O cabeça-de-lista do Partido Nacional Renovador (PNR) às eleições europeias, Humberto Nuno de Oliveira, destacou o aumento do partido relativamente ao último ato eleitoral, conseguido apesar da abstenção elevada.

«Em primeiro lugar, realçar o aumento da abstenção, que prejudica todos e deve ser contemplado. Quanto ao resultado do PNR, há uma subida de cerca de 2.000 votos relativamente às europeias anteriores, o que, tendo em conta o aumento da abstenção, não é tanto como gostaríamos, mas é um aumento, mesmo assim», afirmou Humberto Nuno de Oliveira, em declarações à agência Lusa.

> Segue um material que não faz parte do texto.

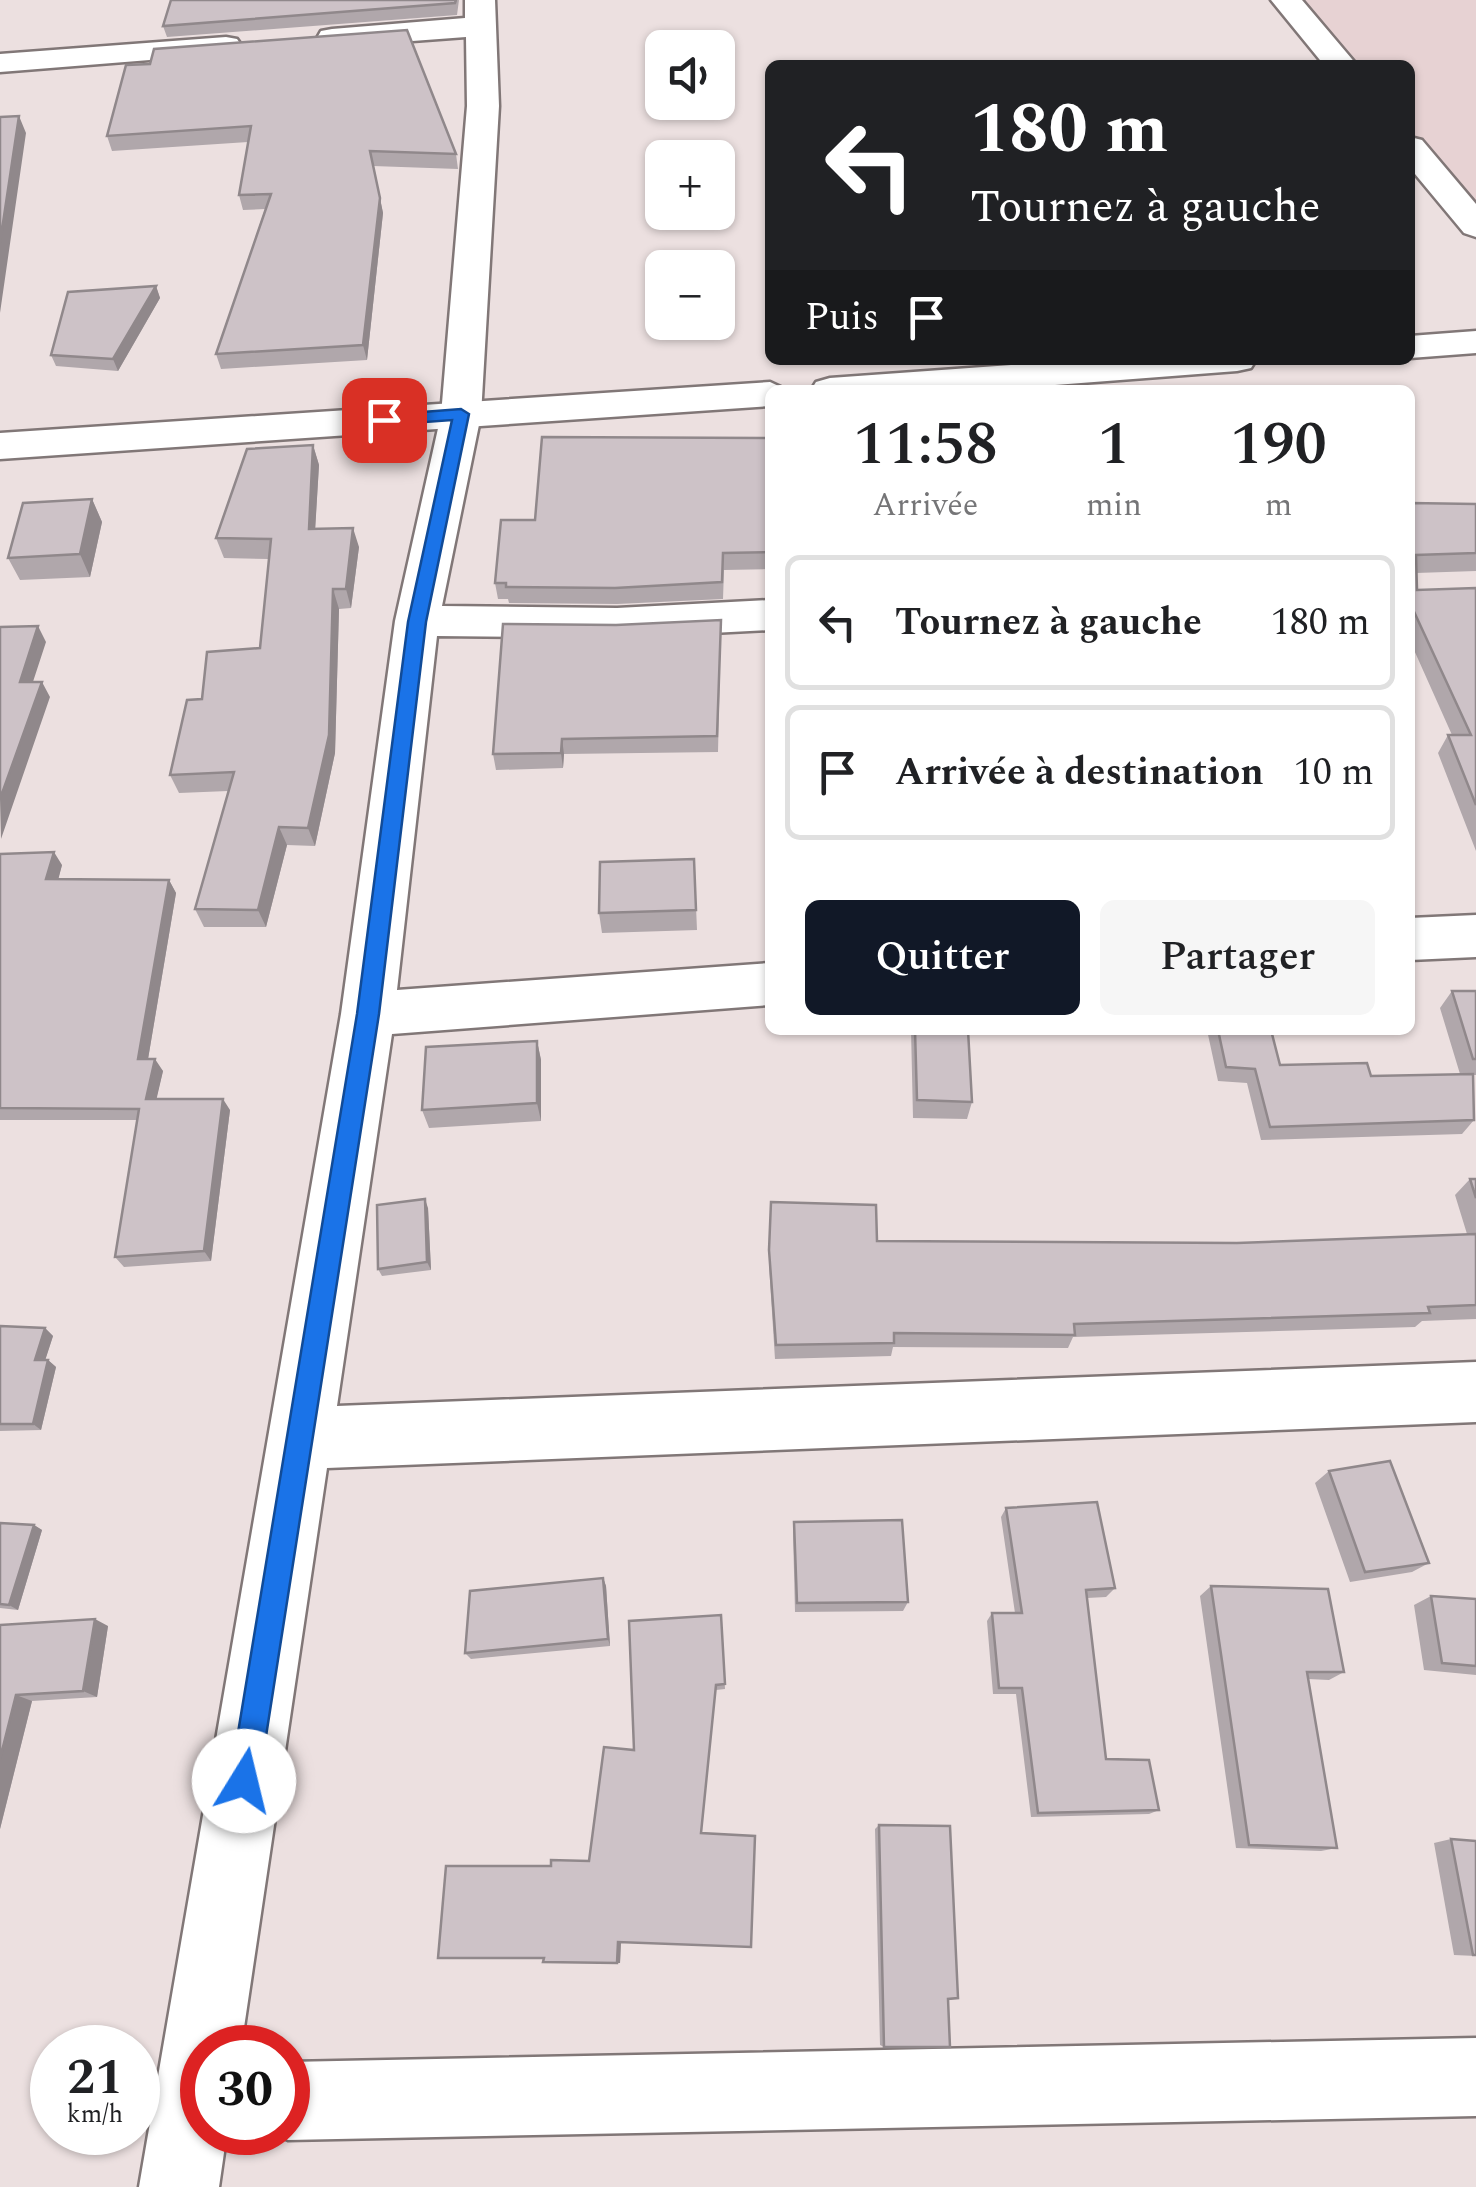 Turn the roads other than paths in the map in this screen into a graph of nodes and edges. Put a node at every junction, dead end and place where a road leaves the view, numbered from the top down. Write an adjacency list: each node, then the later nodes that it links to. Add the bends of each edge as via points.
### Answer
1 (1286, 0): 5 (street)
2 (482, 13): 3 (street); 14 (street, via 478,206)
3 (310, 40)
4 (252, 44): 6 (street)
5 (1337, 60)
6 (0, 63)
7 (1415, 153): 8 (street)
8 (1476, 226)
9 (1476, 342): 10 (street)
10 (1415, 347)
11 (1169, 365): 12 (street)
12 (898, 385)
13 (765, 394): 14 (street)
14 (461, 414): 15 (street); 17 (street)
15 (0, 446)
16 (765, 615): 17 (street)
17 (417, 622): 21 (street)
18 (1476, 936): 19 (street)
19 (1415, 940)
20 (765, 984): 21 (street)
21 (368, 1014): 23 (street)
22 (1476, 1392): 23 (street)
23 (298, 1438): 24 (street)
24 (208, 2025)
25 (1476, 2077): 26 (street)
26 (310, 2101)
27 (185, 2155): 28 (street)
28 (179, 2187)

Numa reação aos resultados eleitorais do sufrágio de domingo, o candidato realçou que houve «uma subida do PNR quase em todos os distritos», que fez o partido subir de um resultado de cerca de 0,30, em 2009, para 0,46 por cento, em 2014.

«Para além dos resultados nacionais, há também um conjunto de resultados interessantes dos partidos ditos de extrema-direita na Europa e, enfim, mais tarde ou mais cedo a alternativa chegará também a Portugal», disse ainda o candidato do PNR.

Para Humberto Nuno de Oliveira, o «caso da Dinamarca é significativo, o da França paradigmático», assim como o «da Hungria, com um crescimento não só do partido do governo, mas da extrema-direita, à direita do Governo, que cresce para o segundo lugar».